• About this task:
When a line in the data below includes "Vicente", pick it out and copy it.

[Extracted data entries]
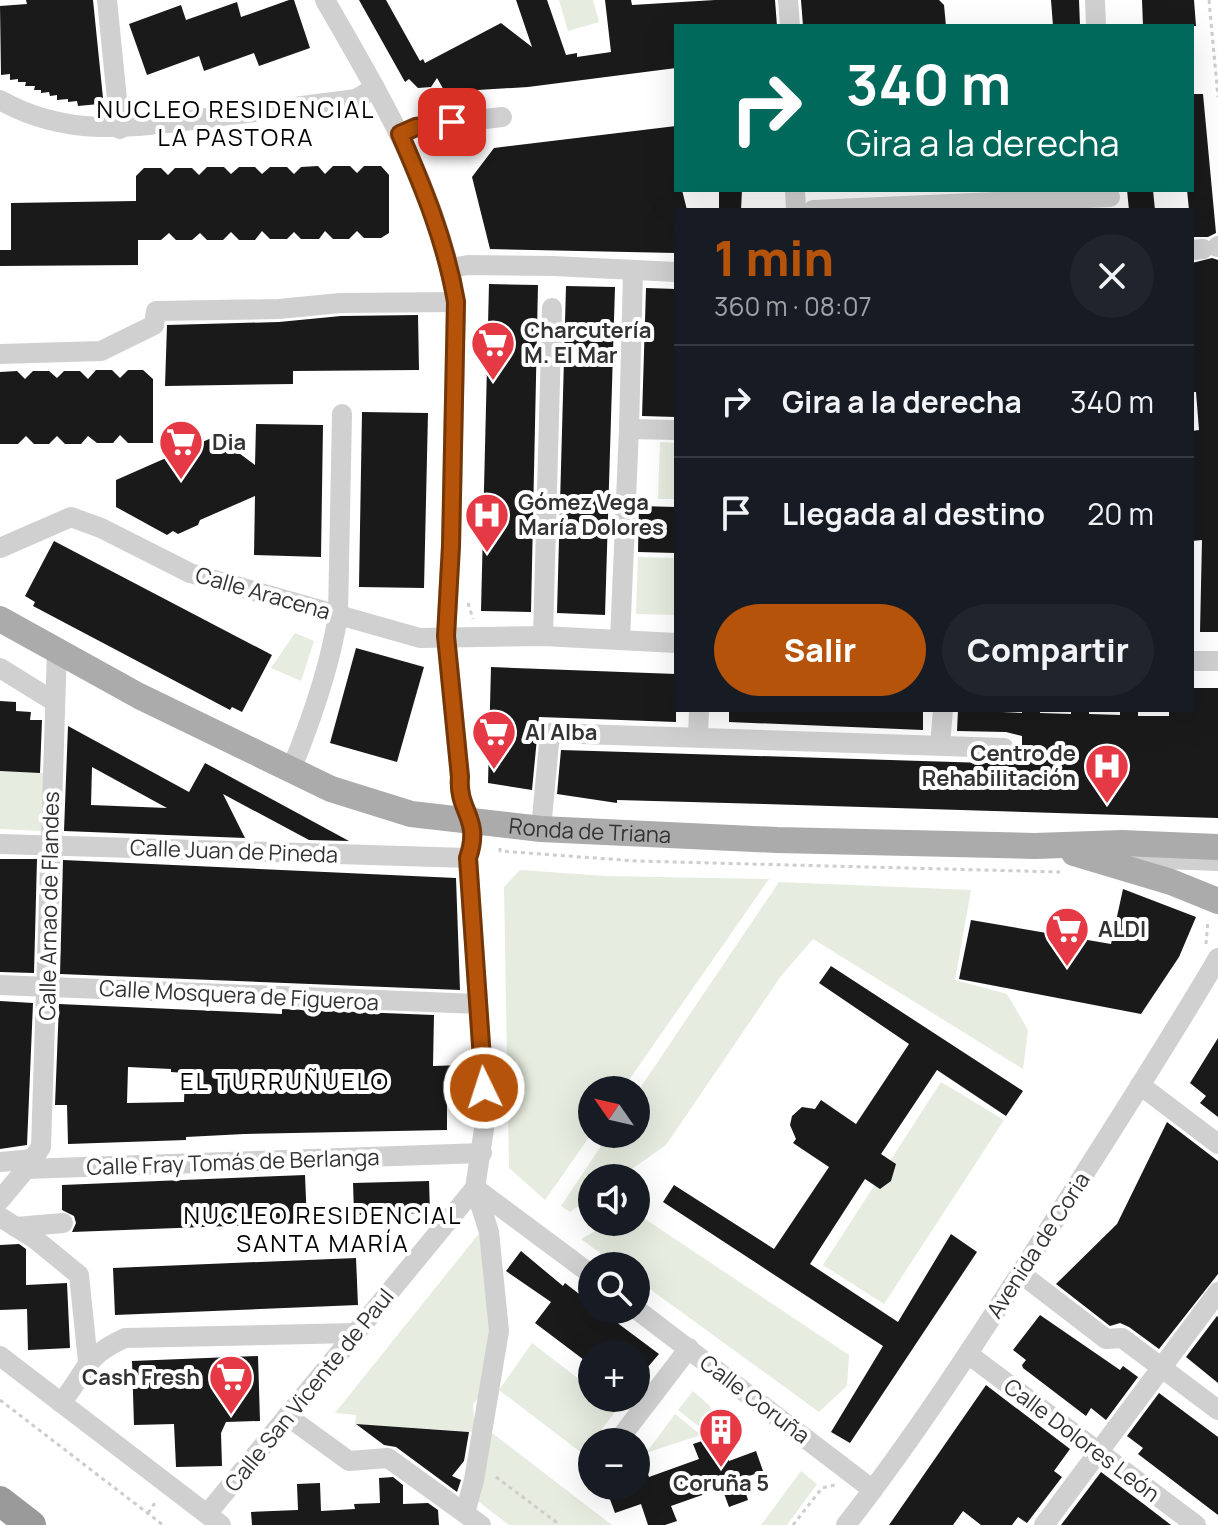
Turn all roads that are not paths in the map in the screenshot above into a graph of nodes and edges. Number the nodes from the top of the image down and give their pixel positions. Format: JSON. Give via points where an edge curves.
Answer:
{"nodes":[{"id":1,"x":107,"y":0,"type":"edge"},
{"id":2,"x":325,"y":0,"type":"edge"},
{"id":3,"x":788,"y":0,"type":"edge"},
{"id":4,"x":1095,"y":0,"type":"edge"},
{"id":5,"x":790,"y":24,"type":"edge"},
{"id":6,"x":1096,"y":24,"type":"edge"},
{"id":7,"x":375,"y":88,"type":"junction"},
{"id":8,"x":0,"y":100,"type":"edge"},
{"id":9,"x":502,"y":117,"type":"dead end"},
{"id":10,"x":120,"y":129,"type":"junction"},
{"id":11,"x":400,"y":134,"type":"junction"},
{"id":12,"x":1110,"y":199,"type":"edge"},
{"id":13,"x":867,"y":208,"type":"edge"},
{"id":14,"x":451,"y":268,"type":"junction"},
{"id":15,"x":633,"y":272,"type":"junction"},
{"id":16,"x":674,"y":272,"type":"edge"},
{"id":17,"x":456,"y":302,"type":"junction"},
{"id":18,"x":552,"y":308,"type":"dead end"},
{"id":19,"x":0,"y":354,"type":"edge"},
{"id":20,"x":342,"y":414,"type":"dead end"},
{"id":21,"x":629,"y":429,"type":"junction"},
{"id":22,"x":674,"y":430,"type":"edge"},
{"id":23,"x":0,"y":548,"type":"edge"},
{"id":24,"x":338,"y":615,"type":"junction"},
{"id":25,"x":0,"y":619,"type":"edge"},
{"id":26,"x":446,"y":636,"type":"junction"},
{"id":27,"x":543,"y":636,"type":"junction"},
{"id":28,"x":620,"y":640,"type":"junction"},
{"id":29,"x":674,"y":643,"type":"edge"},
{"id":30,"x":57,"y":650,"type":"junction"},
{"id":31,"x":1194,"y":661,"type":"edge"},
{"id":32,"x":1218,"y":661,"type":"edge"},
{"id":33,"x":0,"y":668,"type":"edge"},
{"id":34,"x":55,"y":702,"type":"junction"},
{"id":35,"x":699,"y":712,"type":"edge"},
{"id":36,"x":943,"y":712,"type":"edge"},
{"id":37,"x":698,"y":736,"type":"junction"},
{"id":38,"x":940,"y":745,"type":"junction"},
{"id":39,"x":1004,"y":748,"type":"dead end"},
{"id":40,"x":291,"y":770,"type":"junction"},
{"id":41,"x":472,"y":821,"type":"junction"},
{"id":42,"x":541,"y":829,"type":"junction"},
{"id":43,"x":0,"y":844,"type":"edge"},
{"id":44,"x":50,"y":846,"type":"junction"},
{"id":45,"x":1035,"y":846,"type":"junction"},
{"id":46,"x":1218,"y":847,"type":"edge"},
{"id":47,"x":1086,"y":856,"type":"junction"},
{"id":48,"x":468,"y":858,"type":"junction"},
{"id":49,"x":1218,"y":861,"type":"edge"},
{"id":50,"x":1212,"y":908,"type":"edge"},
{"id":51,"x":1212,"y":952,"type":"edge"},
{"id":52,"x":0,"y":985,"type":"edge"},
{"id":53,"x":45,"y":987,"type":"junction"},
{"id":54,"x":478,"y":1004,"type":"junction"},
{"id":55,"x":1140,"y":1085,"type":"junction"},
{"id":56,"x":1218,"y":1144,"type":"edge"},
{"id":57,"x":482,"y":1153,"type":"junction"},
{"id":58,"x":0,"y":1162,"type":"edge"},
{"id":59,"x":29,"y":1164,"type":"junction"},
{"id":60,"x":475,"y":1188,"type":"junction"},
{"id":61,"x":0,"y":1200,"type":"edge"},
{"id":62,"x":8,"y":1222,"type":"edge"},
{"id":63,"x":63,"y":1223,"type":"dead end"},
{"id":64,"x":578,"y":1265,"type":"edge"},
{"id":65,"x":1020,"y":1273,"type":"junction"},
{"id":66,"x":1218,"y":1292,"type":"edge"},
{"id":67,"x":650,"y":1319,"type":"edge"},
{"id":68,"x":355,"y":1333,"type":"junction"},
{"id":69,"x":689,"y":1348,"type":"junction"},
{"id":70,"x":968,"y":1354,"type":"junction"},
{"id":71,"x":0,"y":1356,"type":"edge"},
{"id":72,"x":88,"y":1362,"type":"junction"},
{"id":73,"x":1162,"y":1368,"type":"junction"},
{"id":74,"x":61,"y":1403,"type":"junction"},
{"id":75,"x":1218,"y":1410,"type":"edge"},
{"id":76,"x":287,"y":1416,"type":"junction"},
{"id":77,"x":628,"y":1428,"type":"edge"},
{"id":78,"x":1099,"y":1452,"type":"junction"},
{"id":79,"x":873,"y":1490,"type":"junction"},
{"id":80,"x":0,"y":1501,"type":"edge"},
{"id":81,"x":473,"y":1519,"type":"edge"},
{"id":82,"x":214,"y":1520,"type":"edge"},
{"id":83,"x":31,"y":1525,"type":"edge"},
{"id":84,"x":846,"y":1525,"type":"edge"},
{"id":85,"x":1044,"y":1525,"type":"edge"},
{"id":86,"x":1196,"y":1525,"type":"edge"}],
"edges":[{"from":1,"to":10,"type":"street"},
{"from":2,"to":7,"type":"street"},
{"from":3,"to":5,"type":"street"},
{"from":4,"to":6,"type":"street"},
{"from":7,"to":10,"type":"street","via":[[356,99]]},
{"from":7,"to":11,"type":"street"},
{"from":8,"to":10,"type":"street","via":[[57,122]]},
{"from":9,"to":11,"type":"street","via":[[416,127]]},
{"from":11,"to":14,"type":"street"},
{"from":12,"to":13,"type":"street"},
{"from":14,"to":15,"type":"street","via":[[553,266]]},
{"from":14,"to":17,"type":"street"},
{"from":15,"to":16,"type":"street"},
{"from":15,"to":21,"type":"street"},
{"from":17,"to":19,"type":"street","via":[[156,311],[154,325],[101,351]]},
{"from":17,"to":26,"type":"street"},
{"from":18,"to":27,"type":"street"},
{"from":20,"to":24,"type":"street"},
{"from":21,"to":22,"type":"street"},
{"from":21,"to":28,"type":"street"},
{"from":23,"to":24,"type":"street","name":"Calle Aracena","via":[[71,517],[190,573]]},
{"from":24,"to":26,"type":"street","name":"Calle Aracena","via":[[420,638]]},
{"from":24,"to":40,"type":"street","via":[[334,645]]},
{"from":25,"to":30,"type":"main road","name":"Ronda de Triana"},
{"from":26,"to":27,"type":"street","name":"Calle Aracena"},
{"from":26,"to":41,"type":"street","via":[[459,790]]},
{"from":27,"to":28,"type":"street","name":"Calle Aracena"},
{"from":28,"to":29,"type":"street","name":"Calle Aracena"},
{"from":30,"to":34,"type":"street","name":"Calle Arnao de Flandes"},
{"from":30,"to":40,"type":"main road","name":"Ronda de Triana"},
{"from":31,"to":32,"type":"street"},
{"from":33,"to":34,"type":"street"},
{"from":34,"to":44,"type":"street","name":"Calle Arnao de Flandes"},
{"from":35,"to":37,"type":"street"},
{"from":36,"to":38,"type":"street"},
{"from":37,"to":38,"type":"street"},
{"from":37,"to":42,"type":"street","via":[[550,733]]},
{"from":38,"to":39,"type":"street"},
{"from":40,"to":41,"type":"main road","name":"Ronda de Triana","via":[[331,789],[411,814]]},
{"from":41,"to":42,"type":"main road","name":"Ronda de Triana"},
{"from":41,"to":48,"type":"street"},
{"from":42,"to":45,"type":"main road","name":"Ronda de Triana"},
{"from":43,"to":44,"type":"street","name":"Calle Juan de Pineda"},
{"from":44,"to":48,"type":"street","name":"Calle Juan de Pineda"},
{"from":44,"to":53,"type":"street","name":"Calle Arnao de Flandes"},
{"from":45,"to":46,"type":"main road","name":"Ronda de Triana"},
{"from":45,"to":47,"type":"main road","name":"Ronda de Triana"},
{"from":47,"to":49,"type":"street","name":"Ronda de Triana"},
{"from":47,"to":50,"type":"main road","name":"Ronda de Triana","via":[[1171,882]]},
{"from":48,"to":54,"type":"street"},
{"from":51,"to":55,"type":"street","name":"Avenida de Coria"},
{"from":52,"to":53,"type":"street","name":"Calle Mosquera de Figueroa"},
{"from":53,"to":54,"type":"street","name":"Calle Mosquera de Figueroa"},
{"from":53,"to":59,"type":"street","name":"Calle Arnao de Flandes","via":[[41,1147]]},
{"from":54,"to":57,"type":"street","via":[[486,1116]]},
{"from":55,"to":56,"type":"street"},
{"from":55,"to":65,"type":"street","name":"Avenida de Coria"},
{"from":57,"to":59,"type":"street","name":"Calle Fray Tomás de Berlanga"},
{"from":57,"to":60,"type":"street"},
{"from":58,"to":59,"type":"street"},
{"from":59,"to":61,"type":"street"},
{"from":60,"to":64,"type":"street"},
{"from":60,"to":68,"type":"street","name":"Calle San Vicente de Paul"},
{"from":60,"to":81,"type":"street","via":[[489,1232],[499,1331],[474,1480]]},
{"from":62,"to":63,"type":"street"},
{"from":62,"to":72,"type":"street","via":[[79,1275]]},
{"from":65,"to":70,"type":"street","name":"Avenida de Coria"},
{"from":65,"to":73,"type":"street","via":[[1106,1339],[1122,1338]]},
{"from":66,"to":73,"type":"street"},
{"from":67,"to":69,"type":"street","name":"Calle Coruña"},
{"from":68,"to":72,"type":"street","via":[[125,1338]]},
{"from":68,"to":76,"type":"street","name":"Calle San Vicente de Paul"},
{"from":69,"to":77,"type":"street"},
{"from":69,"to":79,"type":"street","name":"Calle Coruña"},
{"from":70,"to":78,"type":"street","name":"Calle Dolores León"},
{"from":70,"to":79,"type":"street","name":"Avenida de Coria"},
{"from":71,"to":74,"type":"street"},
{"from":72,"to":74,"type":"street"},
{"from":73,"to":75,"type":"street"},
{"from":73,"to":78,"type":"street"},
{"from":74,"to":82,"type":"street"},
{"from":76,"to":81,"type":"street","via":[[349,1461],[388,1458]]},
{"from":76,"to":82,"type":"street","name":"Calle San Vicente de Paul"},
{"from":78,"to":85,"type":"street"},
{"from":78,"to":86,"type":"street","name":"Calle Dolores León"},
{"from":79,"to":84,"type":"street","name":"Avenida de Coria"},
{"from":80,"to":83,"type":"highway"}]}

• Answer for the task:
{"from":60,"to":68,"type":"street","name":"Calle San Vicente de Paul"},
{"from":68,"to":76,"type":"street","name":"Calle San Vicente de Paul"},
{"from":76,"to":82,"type":"street","name":"Calle San Vicente de Paul"},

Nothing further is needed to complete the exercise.